Cats in Bags and Barrels

He are some examples of how the cat, throughout history, was used and abused in an unthinking way at the convenience of people. Centuries ago the attitude towards cats was probably less enlightened resulting in callous, officially sanctioned abuse. There are more examples than the few listed here.


The first example comes from Turkey, an important country in the world of cats. Sarah Hartwell found this picture of Turkish policeman stuffing a cat into a large sack that already contains a woman had been deemed to have committed adultery. The judgment of adultery and the woman’s punishment was no doubt decided by men. The punishment was to be drowned in a sack. The cat’s role was to scratch the woman as the cat tried to escape before drowning with the woman.

Turkish adultress and cat

Two useful tags. Click either to see the articles:- Toxic to cats | Dangers to cats

It is a bit of Turkish cat and human history. I am not sure of the date – probably late 18th century as a wild guess. From an animal welfare point of view the punishment is using the cat as a robot, a non-sentient being. That attitude is still present today in some places.


This Dutch example (from Finn Frode) shows a similar underlying attitude towards the domestic cat. People do like to place cats into bags and containers of some sort. On this occasion, it is a barrel and a carnival that led to cat abuse and cat cruelty, in the past. Thankfully, a cat is no longer utilized (see picture).

Striking the cat out of the barrel Dutch festival

It concerns a Shrovetide carnival (‘Fastelavn’). The big fun event on Fastelavn Monday was to partake in “striking the cat out of the barrel” (‘slå katten af tønden’ in Danish).

This is what Finn writes:

…in the old days until 1830 or so, a live black cat would have been placed in the barrel. After some beating the bottom went out and the terrified cat escaped, only to be mercilessly beaten to death by the festive crowd. It was clearly an animal sacrifice and supposed to kill evil symbolised by the black cat. As described elsewhere, this kind of cruel superstition was not uncommon in Europe, often in connection with witch-hunts.

On one day during a religious festival, over many decades and even centuries, annually, black cats across the country where terrorised and mercilessly beaten to death in the name of religion.


Cats were used as pig substitutes in a con trick by farmers in the late Middle Ages (14th and 15th centuries). Once again, this form of cat abuse indicates the lack of value placed on a cat. I feel that that attitude subsists today in some quarters of society even amongst cat owners. Incidentally, dogs were also used as pig substitutes. One reason to value cats so poorly was because they were in plentiful supply at the time. It appears that England in the Middle Ages had a feral cat problem akin to the American feral cat problem of 2013.

This bit of “cat in a bag” history is the origin of two idioms:

  • “don’t let the cat out of the bag” or “who let the cat out of the bag?” – meaning don’t disclose a secret and
  • “never buy a pig in a poke” – a poke was a bag.

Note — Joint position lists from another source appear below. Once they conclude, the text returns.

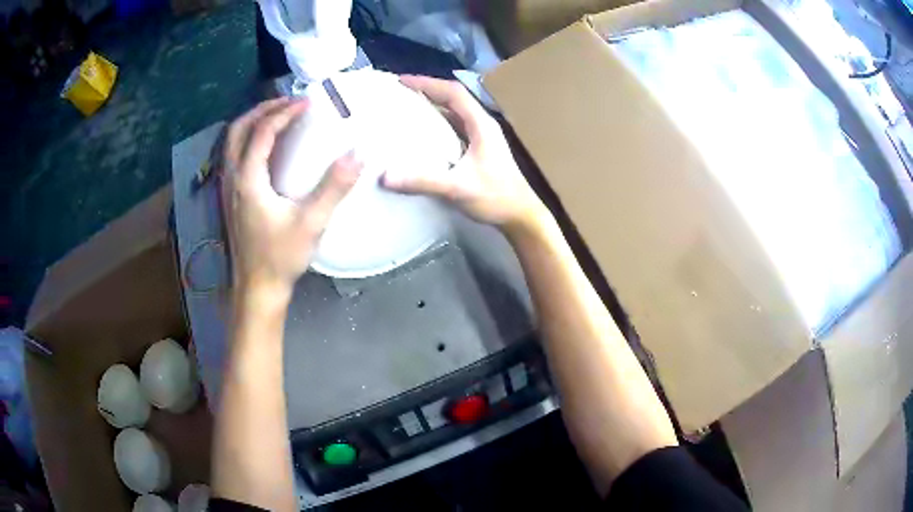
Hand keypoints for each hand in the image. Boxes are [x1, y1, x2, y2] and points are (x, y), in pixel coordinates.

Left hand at [222, 97, 361, 299]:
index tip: (307, 102)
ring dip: (253, 122)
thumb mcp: (311, 223)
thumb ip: (334, 187)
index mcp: (248, 179)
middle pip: (238, 130)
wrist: (257, 289)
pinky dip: (250, 139)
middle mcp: (233, 178)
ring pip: (232, 142)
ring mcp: (229, 189)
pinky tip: (267, 147)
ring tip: (278, 115)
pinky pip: (235, 156)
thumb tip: (359, 153)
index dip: (284, 112)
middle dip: (263, 109)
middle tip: (288, 102)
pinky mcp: (232, 198)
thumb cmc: (280, 257)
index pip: (262, 132)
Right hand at [381, 75, 548, 234]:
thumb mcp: (458, 188)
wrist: (521, 216)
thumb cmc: (496, 198)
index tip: (402, 81)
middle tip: (399, 92)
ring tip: (406, 107)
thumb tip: (385, 176)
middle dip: (427, 91)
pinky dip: (438, 124)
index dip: (427, 83)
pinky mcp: (480, 149)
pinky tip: (422, 133)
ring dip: (433, 106)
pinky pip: (455, 127)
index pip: (453, 93)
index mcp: (481, 125)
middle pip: (454, 98)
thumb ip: (423, 181)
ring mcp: (483, 137)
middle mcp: (483, 125)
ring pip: (455, 112)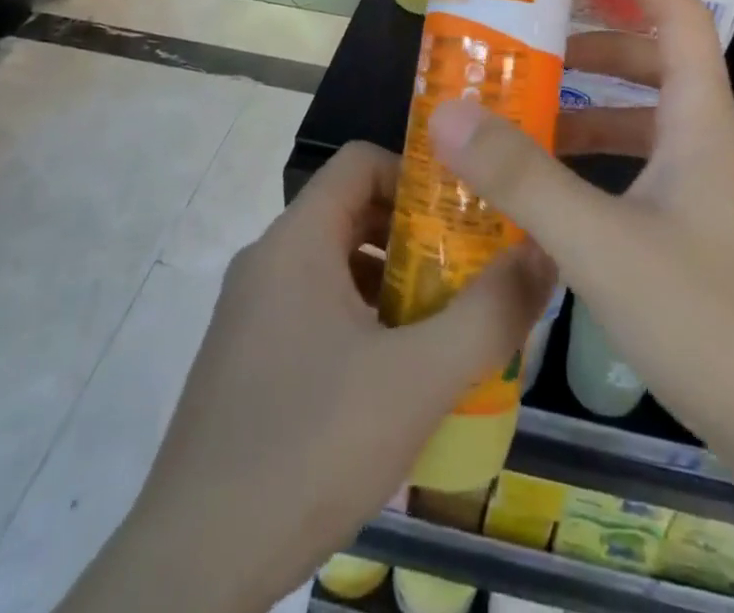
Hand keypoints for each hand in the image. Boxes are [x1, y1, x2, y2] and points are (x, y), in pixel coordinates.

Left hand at [96, 141, 553, 612]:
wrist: (189, 573)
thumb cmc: (307, 448)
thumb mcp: (417, 380)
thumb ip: (489, 314)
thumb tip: (544, 255)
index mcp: (296, 241)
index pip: (361, 162)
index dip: (418, 176)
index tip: (465, 216)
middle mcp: (267, 262)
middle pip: (353, 212)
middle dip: (417, 236)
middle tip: (470, 272)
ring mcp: (251, 314)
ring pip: (336, 266)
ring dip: (393, 283)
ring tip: (443, 327)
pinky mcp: (246, 362)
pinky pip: (315, 311)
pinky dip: (362, 322)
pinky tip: (394, 379)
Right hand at [430, 0, 733, 486]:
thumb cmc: (709, 318)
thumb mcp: (599, 242)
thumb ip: (522, 177)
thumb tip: (448, 112)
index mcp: (703, 124)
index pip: (680, 19)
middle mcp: (714, 147)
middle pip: (661, 68)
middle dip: (602, 47)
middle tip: (540, 42)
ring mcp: (716, 197)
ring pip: (653, 126)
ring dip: (598, 112)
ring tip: (534, 116)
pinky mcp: (709, 241)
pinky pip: (651, 175)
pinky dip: (607, 167)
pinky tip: (564, 198)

Farmers in the 15th century sold piglets in bags. To con the buyer some would put a cat in the bag rather than a piglet. Clearly the contents of the bag needed to be inspected. Equally clearly it was not sometimes.

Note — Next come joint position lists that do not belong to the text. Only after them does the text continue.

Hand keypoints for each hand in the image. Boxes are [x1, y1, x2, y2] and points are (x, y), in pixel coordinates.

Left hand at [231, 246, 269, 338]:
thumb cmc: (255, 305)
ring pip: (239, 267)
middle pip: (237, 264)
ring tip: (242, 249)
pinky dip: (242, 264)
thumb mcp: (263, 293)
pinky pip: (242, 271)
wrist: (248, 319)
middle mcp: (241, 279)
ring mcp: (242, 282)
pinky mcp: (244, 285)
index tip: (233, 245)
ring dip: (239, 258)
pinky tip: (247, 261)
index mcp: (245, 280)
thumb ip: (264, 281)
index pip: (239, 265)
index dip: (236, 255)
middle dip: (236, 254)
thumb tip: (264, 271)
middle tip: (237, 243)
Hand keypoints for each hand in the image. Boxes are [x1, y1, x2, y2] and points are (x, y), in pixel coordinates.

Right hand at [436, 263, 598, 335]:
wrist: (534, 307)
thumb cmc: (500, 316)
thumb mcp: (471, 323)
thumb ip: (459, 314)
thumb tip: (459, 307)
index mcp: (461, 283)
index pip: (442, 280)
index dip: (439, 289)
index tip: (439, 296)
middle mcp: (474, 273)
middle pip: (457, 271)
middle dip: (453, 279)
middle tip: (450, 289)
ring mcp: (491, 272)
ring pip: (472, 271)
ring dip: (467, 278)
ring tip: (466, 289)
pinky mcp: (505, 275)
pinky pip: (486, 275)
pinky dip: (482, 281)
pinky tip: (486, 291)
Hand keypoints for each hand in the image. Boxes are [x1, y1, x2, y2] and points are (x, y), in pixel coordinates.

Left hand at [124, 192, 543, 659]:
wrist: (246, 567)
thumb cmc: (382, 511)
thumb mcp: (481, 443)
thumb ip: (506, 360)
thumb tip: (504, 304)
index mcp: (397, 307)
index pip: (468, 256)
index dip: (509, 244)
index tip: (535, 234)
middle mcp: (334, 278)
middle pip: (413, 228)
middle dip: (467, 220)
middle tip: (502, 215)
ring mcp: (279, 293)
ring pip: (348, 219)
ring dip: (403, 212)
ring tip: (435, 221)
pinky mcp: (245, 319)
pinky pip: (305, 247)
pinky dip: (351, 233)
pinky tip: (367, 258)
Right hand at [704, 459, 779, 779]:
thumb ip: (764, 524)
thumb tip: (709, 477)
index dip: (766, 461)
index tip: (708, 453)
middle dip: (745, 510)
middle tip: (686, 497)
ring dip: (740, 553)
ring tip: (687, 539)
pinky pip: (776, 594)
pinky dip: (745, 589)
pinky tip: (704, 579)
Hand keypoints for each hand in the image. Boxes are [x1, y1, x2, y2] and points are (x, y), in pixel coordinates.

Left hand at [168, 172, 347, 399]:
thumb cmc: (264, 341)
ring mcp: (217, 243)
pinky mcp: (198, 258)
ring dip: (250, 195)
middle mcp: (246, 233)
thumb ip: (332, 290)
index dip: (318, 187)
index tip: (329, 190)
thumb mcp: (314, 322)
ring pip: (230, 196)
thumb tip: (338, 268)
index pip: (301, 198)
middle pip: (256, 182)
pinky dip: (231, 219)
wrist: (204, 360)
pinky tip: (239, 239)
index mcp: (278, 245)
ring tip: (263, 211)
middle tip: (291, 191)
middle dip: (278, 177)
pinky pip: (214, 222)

If the cat did escape the cat was “let out of the bag” and the farmer’s attempted con exposed.

It is a little strange to me that the cat is placed in a receptacle in each of these historical, cat-orientated events. Perhaps the idea of placing a cat in a receptacle was presented to people because cats like to hide inside enclosed areas.

39 thoughts on “Cats in Bags and Barrels”

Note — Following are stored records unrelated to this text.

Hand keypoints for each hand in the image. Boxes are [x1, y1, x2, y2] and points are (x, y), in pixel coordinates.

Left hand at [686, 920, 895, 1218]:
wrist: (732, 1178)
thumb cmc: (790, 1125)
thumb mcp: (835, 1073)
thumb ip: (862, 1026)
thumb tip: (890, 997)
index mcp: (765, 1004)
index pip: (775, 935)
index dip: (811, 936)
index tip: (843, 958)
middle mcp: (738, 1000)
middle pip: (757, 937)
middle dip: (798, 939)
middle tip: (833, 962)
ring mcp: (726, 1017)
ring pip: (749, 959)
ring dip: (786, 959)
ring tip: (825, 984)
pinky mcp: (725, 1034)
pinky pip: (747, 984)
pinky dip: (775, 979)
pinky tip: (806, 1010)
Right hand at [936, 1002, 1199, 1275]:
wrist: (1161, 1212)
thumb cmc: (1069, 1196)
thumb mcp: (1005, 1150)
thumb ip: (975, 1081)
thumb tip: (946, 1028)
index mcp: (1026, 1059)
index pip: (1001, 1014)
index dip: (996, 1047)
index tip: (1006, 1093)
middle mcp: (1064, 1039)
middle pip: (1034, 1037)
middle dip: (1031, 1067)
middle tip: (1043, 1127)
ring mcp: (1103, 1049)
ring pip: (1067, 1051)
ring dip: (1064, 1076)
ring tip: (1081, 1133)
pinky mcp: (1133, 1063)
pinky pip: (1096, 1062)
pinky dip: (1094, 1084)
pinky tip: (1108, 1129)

  1. This is a quote in your page under Holland: (‘slå katten af tønden’ in Dutch). This is Danish not Dutch.

  2. Sorry for reviving a thread from three years ago. FWIW, I first saw this picture of the woman about to be drowned in a sack with cats when I was eight or nine years old, 1971-ish. It was in a book called “History & Magic of the Cat”, which is still readily available for purchase at Amazon and other vendors. It appeared exactly as shown here, with the same caption. Whether or not any references are provided I do not know. I sometimes wonder if this image somehow affected my life in unmentionable ways.

    • Thanks for commenting John. Images can affect people for their lives I believe. They are an experience. I have an image of animal sacrifice from the internet which I should not have looked at which I can’t shake from my memory. It affects me.